Kim Kyung-ja and Kim Gina, were released unconditionally as "a gesture of good faith" when the South Koreans began direct negotiations with the Taliban, reports Korea's Yonhap News Agency. Originally there were 23 hostages, but their captors killed two of the male hostages after kidnapping the group of Korean, Christian aid workers on July 19. The liberated hostages briefly addressed reporters at the airport, but did not take any questions.
"We are very sorry that we caused you to worry so much. Because of your help, we were able to be released, and we would like to heartily thank you," Kim Kyung-ja said after entering the entrance gate at the airport. "For now, we can do nothing but hope that the other people, who are still held by the Taliban in Afghanistan, get released soon."
"We are so obliged to you all for your concerns," Kim Gina said. "We are grateful that we were released."
South Korean President Roh Moo-hyun issued a statement on Monday saying the government was "pleased" about the release of two hostages, but he called for early liberation of the rest, reports China's Xinhua News Agency. Although the Taliban reported that the women had beome ill, they could walk without assistance and did not seem to be in "critical condition."
The president instructed the government to do its utmost to secure the release of all the other hostages as soon as possible and reiterated that South Korea would maintain close cooperation with the Afghan government and international society to gain the release of the remaining hostages, the statement said.
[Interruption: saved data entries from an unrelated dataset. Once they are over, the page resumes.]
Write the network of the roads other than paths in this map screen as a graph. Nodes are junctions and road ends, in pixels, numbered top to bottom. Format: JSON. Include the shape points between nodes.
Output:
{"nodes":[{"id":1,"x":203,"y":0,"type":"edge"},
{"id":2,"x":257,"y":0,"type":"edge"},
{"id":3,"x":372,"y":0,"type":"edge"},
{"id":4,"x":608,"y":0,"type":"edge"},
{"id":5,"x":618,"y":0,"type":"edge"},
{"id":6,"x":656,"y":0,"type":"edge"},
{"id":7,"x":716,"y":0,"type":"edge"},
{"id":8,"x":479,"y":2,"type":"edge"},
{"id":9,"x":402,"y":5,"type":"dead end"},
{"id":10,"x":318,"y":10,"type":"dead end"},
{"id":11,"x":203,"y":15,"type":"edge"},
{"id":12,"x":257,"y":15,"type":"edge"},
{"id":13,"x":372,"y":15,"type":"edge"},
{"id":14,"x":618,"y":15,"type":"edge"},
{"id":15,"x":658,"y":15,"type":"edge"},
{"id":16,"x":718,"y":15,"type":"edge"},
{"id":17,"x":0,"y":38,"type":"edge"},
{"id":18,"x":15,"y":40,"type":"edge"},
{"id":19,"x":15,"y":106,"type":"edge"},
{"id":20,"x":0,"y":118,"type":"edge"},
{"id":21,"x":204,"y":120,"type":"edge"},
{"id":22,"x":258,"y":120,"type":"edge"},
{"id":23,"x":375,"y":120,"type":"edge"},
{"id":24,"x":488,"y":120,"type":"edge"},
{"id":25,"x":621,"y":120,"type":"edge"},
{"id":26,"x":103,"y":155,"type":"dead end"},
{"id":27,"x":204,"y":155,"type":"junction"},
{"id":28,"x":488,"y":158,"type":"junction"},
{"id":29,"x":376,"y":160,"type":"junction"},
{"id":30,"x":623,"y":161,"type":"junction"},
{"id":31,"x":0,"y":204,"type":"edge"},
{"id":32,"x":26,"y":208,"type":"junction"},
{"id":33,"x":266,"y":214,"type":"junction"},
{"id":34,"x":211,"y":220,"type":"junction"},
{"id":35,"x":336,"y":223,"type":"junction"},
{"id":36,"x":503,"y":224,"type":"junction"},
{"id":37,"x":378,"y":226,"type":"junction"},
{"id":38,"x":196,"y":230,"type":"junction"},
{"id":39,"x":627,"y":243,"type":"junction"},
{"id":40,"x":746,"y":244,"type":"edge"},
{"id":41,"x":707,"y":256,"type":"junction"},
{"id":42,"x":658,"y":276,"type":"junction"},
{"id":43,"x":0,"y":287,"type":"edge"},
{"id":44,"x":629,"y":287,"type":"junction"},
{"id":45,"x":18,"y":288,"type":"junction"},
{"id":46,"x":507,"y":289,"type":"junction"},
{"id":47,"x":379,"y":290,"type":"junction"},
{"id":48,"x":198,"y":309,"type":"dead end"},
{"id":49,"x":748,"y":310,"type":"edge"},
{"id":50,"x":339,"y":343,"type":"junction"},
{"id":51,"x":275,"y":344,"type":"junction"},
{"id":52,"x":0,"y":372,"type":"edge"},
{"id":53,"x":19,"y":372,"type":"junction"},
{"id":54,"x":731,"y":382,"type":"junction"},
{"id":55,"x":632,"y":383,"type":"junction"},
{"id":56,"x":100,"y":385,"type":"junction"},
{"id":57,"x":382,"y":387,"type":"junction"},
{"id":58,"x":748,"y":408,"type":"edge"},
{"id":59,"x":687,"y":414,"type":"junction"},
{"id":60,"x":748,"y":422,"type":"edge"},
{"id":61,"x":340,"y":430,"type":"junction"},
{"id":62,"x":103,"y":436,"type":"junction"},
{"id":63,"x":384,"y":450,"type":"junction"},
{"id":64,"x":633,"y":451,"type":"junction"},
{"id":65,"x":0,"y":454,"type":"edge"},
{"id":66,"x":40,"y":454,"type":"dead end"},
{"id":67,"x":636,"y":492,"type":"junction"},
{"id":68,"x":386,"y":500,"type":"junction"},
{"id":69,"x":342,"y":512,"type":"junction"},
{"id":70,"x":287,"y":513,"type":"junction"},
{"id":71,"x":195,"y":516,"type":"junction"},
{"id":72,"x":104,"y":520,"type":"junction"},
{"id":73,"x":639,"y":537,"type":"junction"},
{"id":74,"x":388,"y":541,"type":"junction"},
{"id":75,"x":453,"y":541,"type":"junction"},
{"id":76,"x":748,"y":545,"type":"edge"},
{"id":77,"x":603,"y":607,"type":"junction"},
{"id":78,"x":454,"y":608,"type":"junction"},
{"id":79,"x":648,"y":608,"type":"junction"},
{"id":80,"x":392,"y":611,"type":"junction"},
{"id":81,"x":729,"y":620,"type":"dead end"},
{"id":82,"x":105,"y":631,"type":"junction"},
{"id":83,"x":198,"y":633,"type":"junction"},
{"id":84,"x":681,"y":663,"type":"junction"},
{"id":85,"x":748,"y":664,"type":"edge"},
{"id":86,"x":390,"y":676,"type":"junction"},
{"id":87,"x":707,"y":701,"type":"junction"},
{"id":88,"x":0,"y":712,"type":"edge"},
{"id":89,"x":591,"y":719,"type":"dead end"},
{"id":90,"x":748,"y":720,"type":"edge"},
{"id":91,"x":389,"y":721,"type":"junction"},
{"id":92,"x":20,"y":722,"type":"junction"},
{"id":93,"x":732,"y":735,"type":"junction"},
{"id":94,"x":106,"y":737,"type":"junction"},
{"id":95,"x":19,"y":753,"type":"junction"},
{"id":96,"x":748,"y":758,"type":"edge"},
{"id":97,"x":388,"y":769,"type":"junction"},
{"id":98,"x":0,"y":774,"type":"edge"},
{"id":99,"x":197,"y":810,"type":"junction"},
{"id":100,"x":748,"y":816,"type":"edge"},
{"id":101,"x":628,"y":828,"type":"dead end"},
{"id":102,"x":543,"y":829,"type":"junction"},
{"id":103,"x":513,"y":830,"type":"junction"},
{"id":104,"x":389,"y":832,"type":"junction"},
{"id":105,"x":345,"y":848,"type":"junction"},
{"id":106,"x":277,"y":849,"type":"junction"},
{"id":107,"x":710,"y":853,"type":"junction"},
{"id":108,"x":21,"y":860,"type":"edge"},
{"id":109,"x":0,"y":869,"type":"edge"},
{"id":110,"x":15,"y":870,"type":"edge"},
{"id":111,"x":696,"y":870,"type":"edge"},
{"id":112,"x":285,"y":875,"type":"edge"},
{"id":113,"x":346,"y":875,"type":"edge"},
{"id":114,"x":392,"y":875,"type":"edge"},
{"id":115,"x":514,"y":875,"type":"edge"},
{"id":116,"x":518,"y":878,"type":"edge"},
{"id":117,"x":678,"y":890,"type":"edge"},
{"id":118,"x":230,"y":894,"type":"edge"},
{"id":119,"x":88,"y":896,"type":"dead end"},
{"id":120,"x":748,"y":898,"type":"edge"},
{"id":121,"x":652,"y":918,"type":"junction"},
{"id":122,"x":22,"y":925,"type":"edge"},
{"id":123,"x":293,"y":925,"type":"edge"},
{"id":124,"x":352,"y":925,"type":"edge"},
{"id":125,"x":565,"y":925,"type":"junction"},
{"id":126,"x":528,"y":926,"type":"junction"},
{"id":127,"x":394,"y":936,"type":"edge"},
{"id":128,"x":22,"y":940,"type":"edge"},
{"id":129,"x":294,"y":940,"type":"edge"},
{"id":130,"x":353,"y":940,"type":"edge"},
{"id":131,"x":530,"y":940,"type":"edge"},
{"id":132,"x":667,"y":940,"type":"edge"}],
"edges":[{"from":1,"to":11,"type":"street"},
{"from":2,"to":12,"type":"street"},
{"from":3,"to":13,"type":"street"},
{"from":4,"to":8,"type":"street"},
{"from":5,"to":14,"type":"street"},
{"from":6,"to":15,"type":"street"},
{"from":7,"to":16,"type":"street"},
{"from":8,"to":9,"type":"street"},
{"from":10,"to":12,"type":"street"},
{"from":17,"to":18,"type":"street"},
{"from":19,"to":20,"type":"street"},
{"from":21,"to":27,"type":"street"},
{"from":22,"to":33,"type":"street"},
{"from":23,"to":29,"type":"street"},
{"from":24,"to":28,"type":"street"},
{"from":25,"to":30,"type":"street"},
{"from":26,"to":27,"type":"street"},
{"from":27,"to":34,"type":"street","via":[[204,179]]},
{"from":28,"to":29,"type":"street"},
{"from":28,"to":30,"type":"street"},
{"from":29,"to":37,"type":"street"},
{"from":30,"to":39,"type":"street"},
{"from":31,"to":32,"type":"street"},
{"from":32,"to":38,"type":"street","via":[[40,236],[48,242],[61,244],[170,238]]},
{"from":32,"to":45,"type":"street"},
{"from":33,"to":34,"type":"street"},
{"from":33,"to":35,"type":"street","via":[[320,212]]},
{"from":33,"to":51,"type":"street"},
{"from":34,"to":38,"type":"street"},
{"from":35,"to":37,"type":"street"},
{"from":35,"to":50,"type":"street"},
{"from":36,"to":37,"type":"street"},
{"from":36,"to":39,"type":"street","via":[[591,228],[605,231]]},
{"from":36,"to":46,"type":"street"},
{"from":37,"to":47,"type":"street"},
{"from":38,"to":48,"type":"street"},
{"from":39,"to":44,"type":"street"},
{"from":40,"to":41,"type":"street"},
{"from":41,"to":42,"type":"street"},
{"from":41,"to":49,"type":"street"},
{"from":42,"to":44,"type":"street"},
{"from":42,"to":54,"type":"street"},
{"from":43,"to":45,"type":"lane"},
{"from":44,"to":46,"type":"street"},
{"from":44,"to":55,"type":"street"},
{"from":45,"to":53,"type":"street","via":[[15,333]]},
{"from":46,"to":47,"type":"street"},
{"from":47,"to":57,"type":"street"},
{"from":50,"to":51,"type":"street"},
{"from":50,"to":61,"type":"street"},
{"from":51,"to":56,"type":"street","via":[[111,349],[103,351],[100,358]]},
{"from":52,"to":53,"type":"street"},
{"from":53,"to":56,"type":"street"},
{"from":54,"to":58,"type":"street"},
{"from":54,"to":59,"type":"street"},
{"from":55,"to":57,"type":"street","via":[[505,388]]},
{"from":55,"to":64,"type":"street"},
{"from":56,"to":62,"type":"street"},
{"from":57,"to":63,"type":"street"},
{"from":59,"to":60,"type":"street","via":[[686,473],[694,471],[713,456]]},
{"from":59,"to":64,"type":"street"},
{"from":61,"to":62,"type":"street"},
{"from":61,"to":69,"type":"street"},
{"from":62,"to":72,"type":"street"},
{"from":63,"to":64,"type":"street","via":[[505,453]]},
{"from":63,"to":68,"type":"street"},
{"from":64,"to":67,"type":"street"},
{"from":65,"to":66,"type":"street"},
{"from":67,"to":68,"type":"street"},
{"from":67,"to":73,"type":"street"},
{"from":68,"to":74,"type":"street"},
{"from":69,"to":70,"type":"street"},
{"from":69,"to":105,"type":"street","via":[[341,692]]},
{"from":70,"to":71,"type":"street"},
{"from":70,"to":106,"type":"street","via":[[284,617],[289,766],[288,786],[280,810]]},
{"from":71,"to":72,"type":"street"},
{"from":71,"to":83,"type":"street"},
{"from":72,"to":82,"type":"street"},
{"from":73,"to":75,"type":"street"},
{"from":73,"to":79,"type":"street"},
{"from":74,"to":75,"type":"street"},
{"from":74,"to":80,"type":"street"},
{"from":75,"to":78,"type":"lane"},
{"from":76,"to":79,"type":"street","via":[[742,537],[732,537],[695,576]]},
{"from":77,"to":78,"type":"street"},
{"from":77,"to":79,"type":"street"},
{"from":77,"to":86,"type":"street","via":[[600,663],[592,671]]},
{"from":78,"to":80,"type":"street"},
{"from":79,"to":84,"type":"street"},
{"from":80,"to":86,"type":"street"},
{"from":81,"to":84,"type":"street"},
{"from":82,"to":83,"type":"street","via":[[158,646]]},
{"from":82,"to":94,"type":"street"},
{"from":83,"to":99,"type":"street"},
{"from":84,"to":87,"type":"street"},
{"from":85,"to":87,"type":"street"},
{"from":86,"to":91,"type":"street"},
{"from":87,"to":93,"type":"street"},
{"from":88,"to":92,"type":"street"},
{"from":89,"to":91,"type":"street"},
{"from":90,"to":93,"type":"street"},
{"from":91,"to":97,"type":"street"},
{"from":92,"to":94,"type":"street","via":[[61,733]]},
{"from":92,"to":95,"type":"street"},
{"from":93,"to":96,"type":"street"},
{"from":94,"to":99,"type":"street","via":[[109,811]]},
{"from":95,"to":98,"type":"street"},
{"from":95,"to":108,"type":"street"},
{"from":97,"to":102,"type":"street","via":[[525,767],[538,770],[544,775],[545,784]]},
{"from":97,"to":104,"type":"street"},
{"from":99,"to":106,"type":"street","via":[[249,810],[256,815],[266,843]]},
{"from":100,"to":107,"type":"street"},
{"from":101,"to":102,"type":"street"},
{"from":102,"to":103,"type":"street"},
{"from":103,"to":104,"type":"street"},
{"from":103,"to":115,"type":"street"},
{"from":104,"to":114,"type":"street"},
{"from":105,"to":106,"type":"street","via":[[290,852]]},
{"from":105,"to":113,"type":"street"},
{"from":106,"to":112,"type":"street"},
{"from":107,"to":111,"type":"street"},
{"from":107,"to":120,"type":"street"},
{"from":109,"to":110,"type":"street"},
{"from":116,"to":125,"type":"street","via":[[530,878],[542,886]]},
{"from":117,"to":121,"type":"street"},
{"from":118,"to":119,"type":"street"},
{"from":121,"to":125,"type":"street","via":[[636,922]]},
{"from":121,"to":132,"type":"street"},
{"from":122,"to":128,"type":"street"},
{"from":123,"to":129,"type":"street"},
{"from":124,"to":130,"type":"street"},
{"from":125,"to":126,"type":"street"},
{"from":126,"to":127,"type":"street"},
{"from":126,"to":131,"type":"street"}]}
These latest talks between Korean and Taliban officials were able to take place when the Afghan government assured the safety of the militant delegation. The Taliban is demanding a prisoner exchange of militant in exchange for the Koreans freedom. The South Korean government lacks the power to free any Taliban militants, so the hostages takers are hoping Korean officials will pressure Afghanistan officials to act in accordance with their demands. The Associated Press reports that, so far, no settlement has been reached.
The two sides talked for three hours on Thursday at the offices of Afghan Red Crescent in Ghazni. The International Committee of Red Cross helped facilitate the talks.
The Taliban delegation arrived several hours after the talks were scheduled to start, said Franz Rauchenstein, an ICRC official. There was no immediate explanation what caused the delay.
The Taliban left after the talks in ICRC vehicles, without speaking to reporters.
Waheedullah Mujaddid, the former head of the Afghan delegatation in earlier talks with the Taliban hostage takers, told The Korea Times that there has been "visible progress" and he believes that ultimately both sides will reach a "peaceful solution to the issue."
Speaking over the telephone from Ghazni Province, where the militants seized the hostages, Mujaddidi said the Taliban leadership also wanted an end to the crisis now. While acknowledging he was no longer part of the talks and could not comment with full confidence, he added he was sure of a peaceful outcome.
Although the main mediator between Taliban and the Korean delegations, Haji Muhammad Zahir, was not available, a source close to him said the talks may continue for another few days if the two sides failed to reach an agreement on Thursday or Friday.
Meanwhile, South Korean citizens continue to rally around the 19 remaining captives. Most recently, doctor and Buddhist musician Lee Jin-ho, wrote a song for the hostages entitled "Song for the Taliban." In the song Mr. Lee asks, "Why have to fight, why have to kill, make this heaven to hell? God! What he wants is peace of mankind," reports South Korean newspaper Chosun Ilbo.
The video clip of the song, which first appeared on the Korean UCC site Pandora TV, features pictures of pastor Bae Hyung-kyu and Shim Sung-min, two hostages killed by the Taliban. It also features pictures of surviving hostages, with the caption, "Song about the invisible wall between us". Tranquil guitar music accompanies Lee's voice. The clip also includes the English lyrics on sheets of paper written by Lee and Korean subtitles.
Despite continuing support from much of the population, a number of South Koreans remain critical of the hostages for entering Afghanistan in the first place. They say it was an unnecessary risk, reports the Voice of America.
However, there has also been strong South Korean criticism of the hostages themselves, who traveled to Afghanistan in defiance of a South Korean government ban. South Korea contributes several hundred non-combat personnel to U.S.-led international efforts to stabilize Afghanistan after three decades of conflict.